Benjamin Franklin had good reason to make the statement, “neither a borrower nor a lender be.” The potential for risk on either side of the transaction is significant. Be it the likelihood of not getting paid, or the possibility that you will not be able to repay the debt, many find that it is better to avoid the perils of money lending altogether. But that is just not practical. The way big plans are realized is often with money we do not yet have. And loaning money at interest is usually a great short-term investment, if you have the cash to spare. How do we assure our debt agreements will hold up in court?
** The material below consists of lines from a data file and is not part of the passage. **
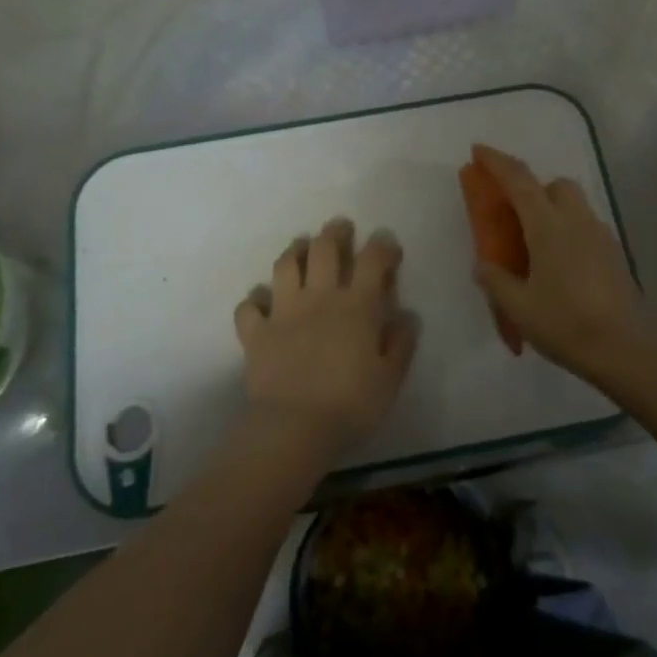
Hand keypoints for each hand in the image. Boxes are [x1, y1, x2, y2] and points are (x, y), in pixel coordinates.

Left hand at [234, 218, 417, 454]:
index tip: (387, 244)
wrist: (295, 428)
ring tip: (302, 248)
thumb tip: (407, 315)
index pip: (372, 259)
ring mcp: (283, 312)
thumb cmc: (351, 404)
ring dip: (295, 251)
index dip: (382, 245)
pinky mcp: (256, 333)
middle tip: (341, 228)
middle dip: (335, 232)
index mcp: (356, 306)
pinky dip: (254, 300)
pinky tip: (261, 301)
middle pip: (324, 249)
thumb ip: (401, 343)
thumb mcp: (390, 378)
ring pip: (285, 266)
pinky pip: (249, 307)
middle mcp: (319, 298)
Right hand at [469, 145, 651, 385]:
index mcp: (547, 226)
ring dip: (553, 209)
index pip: (519, 180)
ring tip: (537, 245)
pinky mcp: (614, 253)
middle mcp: (576, 220)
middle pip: (555, 185)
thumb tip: (483, 265)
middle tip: (514, 215)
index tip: (479, 151)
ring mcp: (600, 235)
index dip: (497, 162)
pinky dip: (569, 231)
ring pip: (574, 204)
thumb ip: (496, 280)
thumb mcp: (518, 306)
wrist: (623, 348)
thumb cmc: (564, 323)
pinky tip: (561, 265)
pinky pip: (586, 227)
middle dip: (533, 189)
On February 24, 2014, New Orleans resident Lois Guillory made a $40,000 loan to Percy Goulette and Alan Sagely, with interest totaling $5,000 and due in one year’s time. The parties signed a promissory note memorializing all the terms. But once February 24, 2015 came around, Goulette and Sagely refused to pay the obligation. When Ms. Guillory filed a lawsuit to recover her investment, Mr. Goulette tried to have the claim dismissed, stating that his business Goulette Ice actually borrowed the money. Goulette claimed he and Sagely did not borrow the money individually, but signed the note in their capacity as agents of Goulette Ice. In fact, the note identified the men as owners of Goulette Ice in two places, one of which was below the signature line. This, in Goulette’s eye, meant he and Sagely were not personally guaranteeing repayment, and not liable for the loan. The Trial Court granted Goulette’s peremptory exception of no cause of action, and Ms. Guillory appealed.
A peremptory exception for no cause of action is essentially one party asking the court to dismiss the case because there has been no offense for which to sue. These exceptions are judged solely on the pleadings, and neither party may introduce evidence to support or object to the exception. La. C.C.P. art. 931. Ms. Guillory’s original petition contained a copy of the promissory note, and the Appellate Court closely reviewed that document.